Reports of the virus’s lethality vary by an order of magnitude. While most people manage to recover from COVID-19, a significant proportion succumb to direct viral damage, pneumonia and sepsis.

On March 3 the World Health Organization stated the death rate was 3.4%. Other widely quoted estimates have put the figure at 3% or 5%. But other sources have estimated it at well under 1%.

One reason for these discrepancies is that they often use two different ways to calculate the death rate.

The Case Fatality Rate (CFR) is the number of deaths divided by the number of known infections. This figure can be greatly biased upwards or downwards due to sampling.

Imagine the virus infects 100 people; 70 are asymptomatic and unaware of their infection, while 30 fall sick and are diagnosed, and 1 of these 30 people dies.

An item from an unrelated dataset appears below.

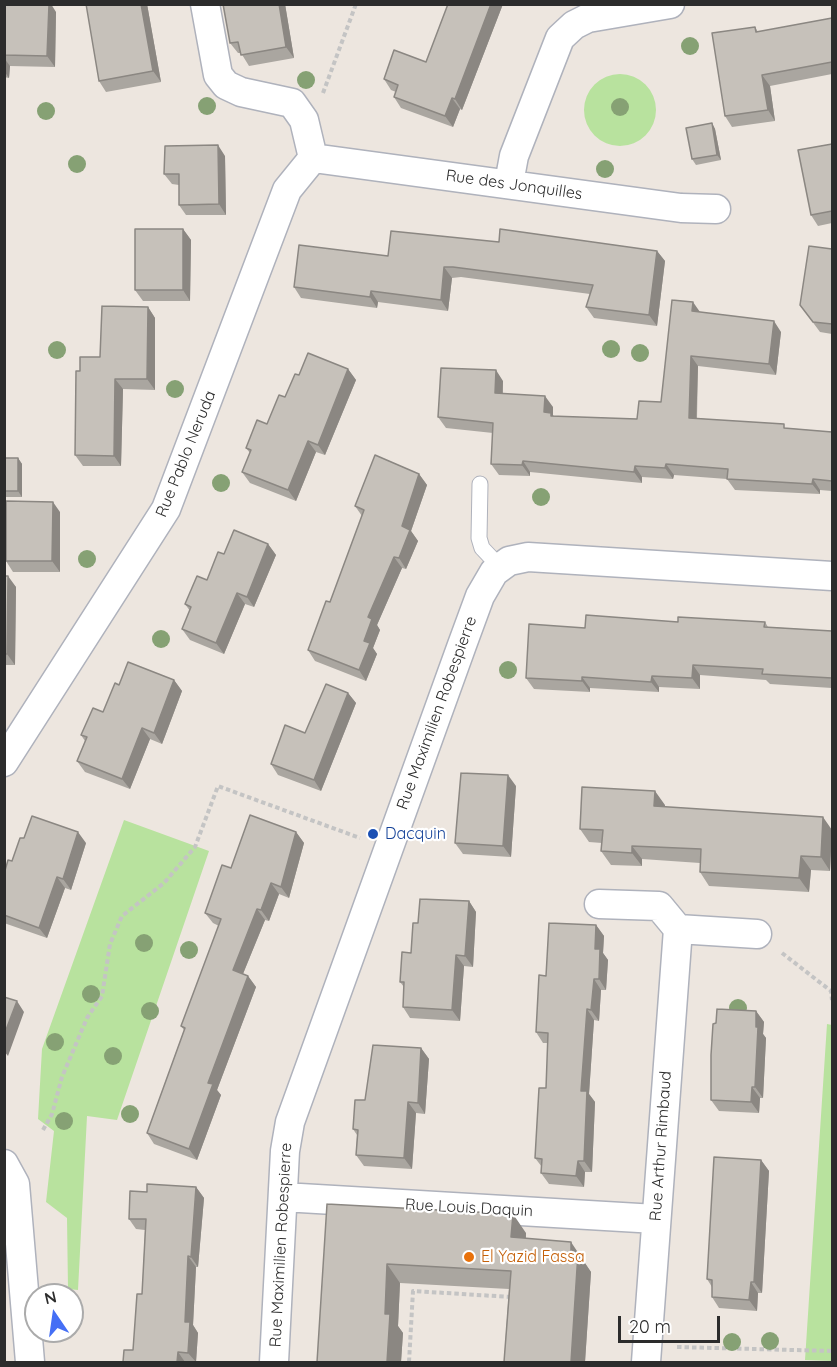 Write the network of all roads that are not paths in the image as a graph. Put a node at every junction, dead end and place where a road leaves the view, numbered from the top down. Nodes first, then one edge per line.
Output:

In this example the true death rate is 1% (1/100), but the CFR is 3.3% (1/30).

This bias is often strongest during an outbreak’s early stages, when many mild cases are missed and the number of confirmed cases is still low.

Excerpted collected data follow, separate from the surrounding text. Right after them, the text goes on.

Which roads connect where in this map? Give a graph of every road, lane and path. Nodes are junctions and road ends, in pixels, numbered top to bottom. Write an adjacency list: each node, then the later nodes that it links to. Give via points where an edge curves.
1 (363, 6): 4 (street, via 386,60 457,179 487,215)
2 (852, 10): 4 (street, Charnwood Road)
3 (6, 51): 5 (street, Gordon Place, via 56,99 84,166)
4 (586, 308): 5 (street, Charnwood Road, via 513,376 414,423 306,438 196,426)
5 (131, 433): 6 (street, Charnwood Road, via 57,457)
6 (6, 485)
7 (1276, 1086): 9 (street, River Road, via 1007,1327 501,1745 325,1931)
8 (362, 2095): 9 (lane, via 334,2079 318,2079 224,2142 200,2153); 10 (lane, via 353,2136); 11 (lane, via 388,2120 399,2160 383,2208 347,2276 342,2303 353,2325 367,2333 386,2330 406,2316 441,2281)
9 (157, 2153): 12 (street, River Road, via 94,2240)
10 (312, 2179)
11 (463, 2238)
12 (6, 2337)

For this reason, some epidemiologists now think the initially reported death rates are severe overestimates.

There is a second measure we can use here, which corresponds more closely to most people’s idea of “deadliness”. The Infection Fatality Rate (IFR) is the number of deaths divided by the true number of infections (including both confirmed and undiagnosed cases). This statistic is harder to calculate, as it requires estimating the number of undetected infections.

One estimate of the IFR for COVID-19 puts this figure at 1%, and some new data suggests this is credible.

As testing becomes more rigorous, the discrepancy between the two measures (CFR and IFR) gets smaller. This may be happening in South Korea, where exhaustive testing has detected many mild infections and pushed the estimated death rate down to 0.65%.

Similarly, the stricken cruise ship Diamond Princess is illuminating because the rigorous quarantine meant nearly all COVID-19 cases (even asymptomatic ones) were identified. There were 7 deaths among more than 600 infections, giving an IFR of about 1.2%. This is higher than in South Korea, but perhaps expectedly so, given that one-third of the ship’s passengers were aged over 70.

Still not ‘just a flu’

Even a 1% death rate is extremely disturbing. Newly released projections suggest 20-60% of Australians could contract the coronavirus, which would translate to 50,000-150,000 deaths.

By comparison, an estimated 35 million Americans caught the flu last year, with 34,000 deaths: less than 0.1%. The coronavirus is much deadlier than seasonal flu, particularly for older people, and there is no vaccine.

Because the virus hits old people hardest, countries with ageing populations will be more severely affected. Based purely on demographics, the projected death rate in Italy is seven times the rate in Niger; Australia is worse than the global average. Of course, the eventual death rates will also depend on countries’ health systems and containment responses.

This age-selective mortality of COVID-19 should be explicitly considered in plans to combat it. In Australia, 11% of the population are over 70 and are predicted to account for 63% of deaths. Insulating a relatively small proportion of elderly people will halve deaths and is potentially more practical than total lockdown of entire populations. We need to urgently focus on the best way to achieve this. At the time of writing, the UK is seriously discussing this strategy.

There is a disturbing flipside to the fatality rate being lower than initially reported: each death implies a much greater number of circulating infections. Most COVID-19 deaths occur at least two weeks after infection. So a single death today means that around 100 people were already infected two weeks ago, and that number has likely increased exponentially to several hundred by today.

The implication is stark. We cannot wait until multiple people die in a COVID-19 cluster before enforcing extreme containment measures. By then the outbreak will already be extremely large and challenging to manage.